[[ Stored data open ]]
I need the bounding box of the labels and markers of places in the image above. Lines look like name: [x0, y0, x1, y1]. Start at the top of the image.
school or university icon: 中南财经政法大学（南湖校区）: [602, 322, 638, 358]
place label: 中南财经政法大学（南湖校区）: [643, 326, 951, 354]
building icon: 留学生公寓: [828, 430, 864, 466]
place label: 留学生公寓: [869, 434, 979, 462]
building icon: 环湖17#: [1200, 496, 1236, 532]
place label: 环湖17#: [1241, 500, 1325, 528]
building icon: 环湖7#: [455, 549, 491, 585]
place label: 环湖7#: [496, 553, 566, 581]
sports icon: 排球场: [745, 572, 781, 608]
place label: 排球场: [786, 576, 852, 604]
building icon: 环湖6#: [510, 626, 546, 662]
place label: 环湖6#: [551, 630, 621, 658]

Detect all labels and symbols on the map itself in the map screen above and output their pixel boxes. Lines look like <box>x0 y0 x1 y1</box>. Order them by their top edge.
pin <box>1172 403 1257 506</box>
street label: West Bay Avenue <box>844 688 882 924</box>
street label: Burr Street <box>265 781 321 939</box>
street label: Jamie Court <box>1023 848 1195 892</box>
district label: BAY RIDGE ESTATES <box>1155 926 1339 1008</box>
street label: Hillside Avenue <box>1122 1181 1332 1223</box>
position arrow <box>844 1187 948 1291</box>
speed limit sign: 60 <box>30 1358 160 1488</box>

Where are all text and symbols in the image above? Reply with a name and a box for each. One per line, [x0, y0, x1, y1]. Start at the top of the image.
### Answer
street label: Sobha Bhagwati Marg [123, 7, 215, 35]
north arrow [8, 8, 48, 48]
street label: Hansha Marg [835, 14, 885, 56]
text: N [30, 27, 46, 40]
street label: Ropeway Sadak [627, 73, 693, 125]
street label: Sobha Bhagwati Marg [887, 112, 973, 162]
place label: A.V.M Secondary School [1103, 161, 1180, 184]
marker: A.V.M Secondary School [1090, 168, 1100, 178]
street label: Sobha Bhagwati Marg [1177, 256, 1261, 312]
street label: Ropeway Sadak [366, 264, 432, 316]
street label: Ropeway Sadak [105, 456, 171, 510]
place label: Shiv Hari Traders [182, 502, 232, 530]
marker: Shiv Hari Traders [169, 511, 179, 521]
[[ Stored data closed ]]
__Work to be completed__: Write the data out again in full. Match it word for word.

__Result for this task__:
I need the bounding box of the labels and markers of places in the image above. Lines look like name: [x0, y0, x1, y1]. Start at the top of the image.
school or university icon: 中南财经政法大学（南湖校区）: [602, 322, 638, 358]
place label: 中南财经政法大学（南湖校区）: [643, 326, 951, 354]
building icon: 留学生公寓: [828, 430, 864, 466]
place label: 留学生公寓: [869, 434, 979, 462]
building icon: 环湖17#: [1200, 496, 1236, 532]
place label: 环湖17#: [1241, 500, 1325, 528]
building icon: 环湖7#: [455, 549, 491, 585]
place label: 环湖7#: [496, 553, 566, 581]
sports icon: 排球场: [745, 572, 781, 608]
place label: 排球场: [786, 576, 852, 604]
building icon: 环湖6#: [510, 626, 546, 662]
place label: 环湖6#: [551, 630, 621, 658]

Detect all labels and symbols on the map itself in the map screen above and output their pixel boxes. Lines look like <box>x0 y0 x1 y1</box>. Order them by their top edge.
pin <box>1172 403 1257 506</box>
street label: West Bay Avenue <box>844 688 882 924</box>
street label: Burr Street <box>265 781 321 939</box>
street label: Jamie Court <box>1023 848 1195 892</box>
district label: BAY RIDGE ESTATES <box>1155 926 1339 1008</box>
street label: Hillside Avenue <box>1122 1181 1332 1223</box>
position arrow <box>844 1187 948 1291</box>
speed limit sign: 60 <box>30 1358 160 1488</box>

Where are all text and symbols in the image above? Reply with a name and a box for each. One per line, [x0, y0, x1, y1]. Start at the top of the image.
### Answer
street label: Sobha Bhagwati Marg [123, 7, 215, 35]
north arrow [8, 8, 48, 48]
street label: Hansha Marg [835, 14, 885, 56]
text: N [30, 27, 46, 40]
street label: Ropeway Sadak [627, 73, 693, 125]
street label: Sobha Bhagwati Marg [887, 112, 973, 162]
place label: A.V.M Secondary School [1103, 161, 1180, 184]
marker: A.V.M Secondary School [1090, 168, 1100, 178]
street label: Sobha Bhagwati Marg [1177, 256, 1261, 312]
street label: Ropeway Sadak [366, 264, 432, 316]
street label: Ropeway Sadak [105, 456, 171, 510]
place label: Shiv Hari Traders [182, 502, 232, 530]
marker: Shiv Hari Traders [169, 511, 179, 521]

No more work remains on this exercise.